A total of 544 patients with CDAD were randomly assigned to receive tolevamer (n = 278), vancomycin (n = 126), or metronidazole (n = 140). Their baseline characteristics were similar across these 3 treatment groups for mean age (68.3, 67.3, and 66.6 years, respectively), percentage who were women (55.0%, 46.8%, and 55.0%, respectively), CDAD severity distribution (mild, ~30%; moderate, ~45%; severe, ~25%), and CDAD history (~80% with no prior episode).

According to the study population outcomes, Dr. Donovan said, "A major difference is evident here, in that in the tolevamer population, only about half the patients completed the treatment phase of the study. However, even in the vancomycin and metronidazole sections, 25% and 29% of patients did not complete[, respectively]." In the tolevamer group, 26.6% of patients did not respond to therapy and were withdrawn at the judgment of the principal investigator.

the percentages of patients who met the primary endpoints of clinical success, according to the full-analysis of intent-to-treat patient populations, were similar for vancomycin and metronidazole, with noninferiority for metronidazole being satisfied (81% vs 73%; 95% confidence interval for difference, −18% to 3%;). However, at 42%, the clinical success rate for tolevamer failed to reach noninferiority.

When clinical success was viewed by CDAD severity, in all of the treatment groups there was a decrease in success as the disease severity progressed; similarly, patients with any degree of recurrent disease had lower clinical success rates.

However, the secondary endpoint of CDAD recurrence demonstrated a significant reduction with tolevamer, at 6% recurrence, compared with both vancomycin (18%; P = .009) and metronidazole (19%; P = .006). However, Dr. Donovan did note that with fewer tolevamer patients reaching clinical success, this represented a select population.

For serious adverse events (SAEs), there were no statistical differences seen across the 3 treatment groups (tolevamer, vancomycin, and metronidazole) for deaths (12.0%, 12.0%, and 7.2%, respectively) or for patients with SAEs (27.0%, 32.0%, and 24.5%, respectively), C. difficile colitis (7.7%, 7.2%, and 6.5%, respectively), and sepsis (1.1%, 2.4%, and 0.0%, respectively).

Finally, Dr. Donovan provided a direct comparison of these success and recurrence rates with those from a previous US phase 3 study, noting that metronidazole/vancomycin noninferiority and a decreased recurrence rate for tolevamer were both maintained through both studies.
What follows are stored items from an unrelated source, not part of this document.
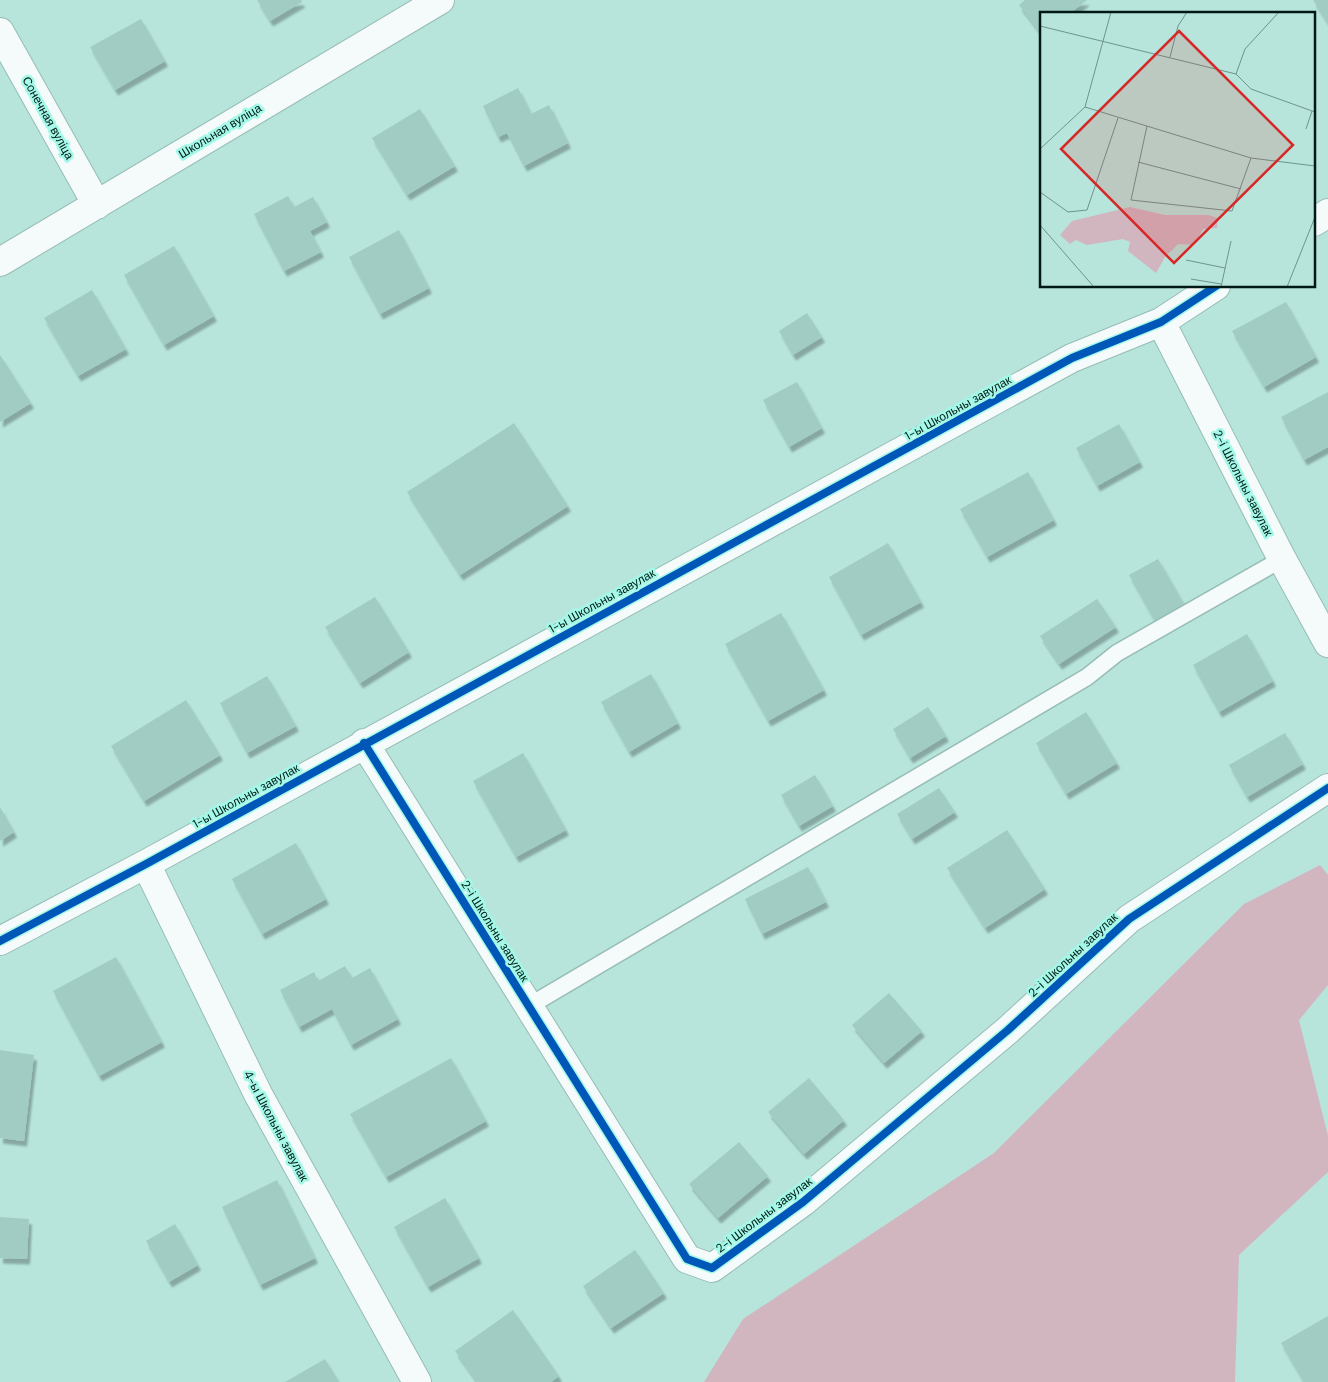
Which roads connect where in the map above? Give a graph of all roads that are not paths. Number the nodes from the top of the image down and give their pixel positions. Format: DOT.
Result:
graph roads {
  1 [pos="440,0"];
  2 [pos="0,32"];
  3 [pos="97,205"];
  4 [pos="1328,213"];
  5 [pos="1316,221"];
  6 [pos="0,262"];
  7 [pos="1213,288"];
  8 [pos="1161,322"];
  9 [pos="1282,559"];
  10 [pos="1328,643"];
  11 [pos="364,743"];
  12 [pos="1328,788"];
  13 [pos="146,864"];
  14 [pos="0,941"];
  15 [pos="529,1006"];
  16 [pos="417,1382"];
  1 -- 3 [label="street, Школьная вуліца"];
  2 -- 3 [label="street, Сонечная вуліца"];
  3 -- 6 [label="street, Школьная вуліца"];
  4 -- 5 [label="street"];
  7 -- 8 [label="street, 1-ы Школьны завулак"];
  8 -- 9 [label="street, 2-і Школьны завулак"];
  8 -- 11 [label="street, 1-ы Школьны завулак"];
  9 -- 10 [label="street, 2-і Школьны завулак"];
  9 -- 15 [label="lane"];
  11 -- 13 [label="street, 1-ы Школьны завулак"];
  11 -- 15 [label="street, 2-і Школьны завулак"];
  12 -- 15 [label="street, 2-і Школьны завулак"];
  13 -- 14 [label="street, 1-ы Школьны завулак"];
  13 -- 16 [label="street, 4-ы Школьны завулак"];
}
Dr. Donovan concluded, "Tolevamer did not reach its primary endpoint of noninferiority vs vancomycin, and it was less effective than the standard therapies for achieving clinical success." At the same time, this head-to-head comparison of vancomycin and metronidazole has demonstrated noninferiority for metronidazole, although Dr. Donovan noted the numerically higher success rate for vancomycin.

As a final consideration, she stressed the potential importance of the low level of recurrence of CDAD with patients treated with tolevamer, adding, "This suggests that flora-sparing drugs may help reduce recurrence."
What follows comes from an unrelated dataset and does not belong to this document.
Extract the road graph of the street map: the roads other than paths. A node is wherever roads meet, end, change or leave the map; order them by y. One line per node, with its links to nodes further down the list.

As a cochairman of this session and an investigator in the US trial whose laboratory is involved in the typing of the isolates from this trial, Dale Gerding, MD, from the Hines Veterans Affairs Hospital, Chicago, Illinois, told Medscape Infectious Diseases that, "The study really confirmed the North American trial as far as tolevamer was concerned, but I think that the 1 difference in this trial is that there did not seem to be a difference between metronidazole and vancomycin for the treatment of severe disease, and that's perhaps a little surprising in some respects."

Although he indicated that this could possibly be a result of the evaluations being carried out by 2 different groups of investigators, he added that it could also be caused by a different spectrum of C difficile strains in the 2 studies, particularly because, as Dr. Gerding said, "the frequency of the O27, or BI, epidemic strain is higher in the North American study than it is in the European that could be 1 factor."

The study was funded by Genzyme, the maker of tolevamer. Dr. Donovan is an employee of Genzyme. Dr. Gerding has disclosed no relevant financial relationships.

18th European Congress of Clinical Microbiology and Infectious Diseases: Abstract O464. Presented April 22, 2008.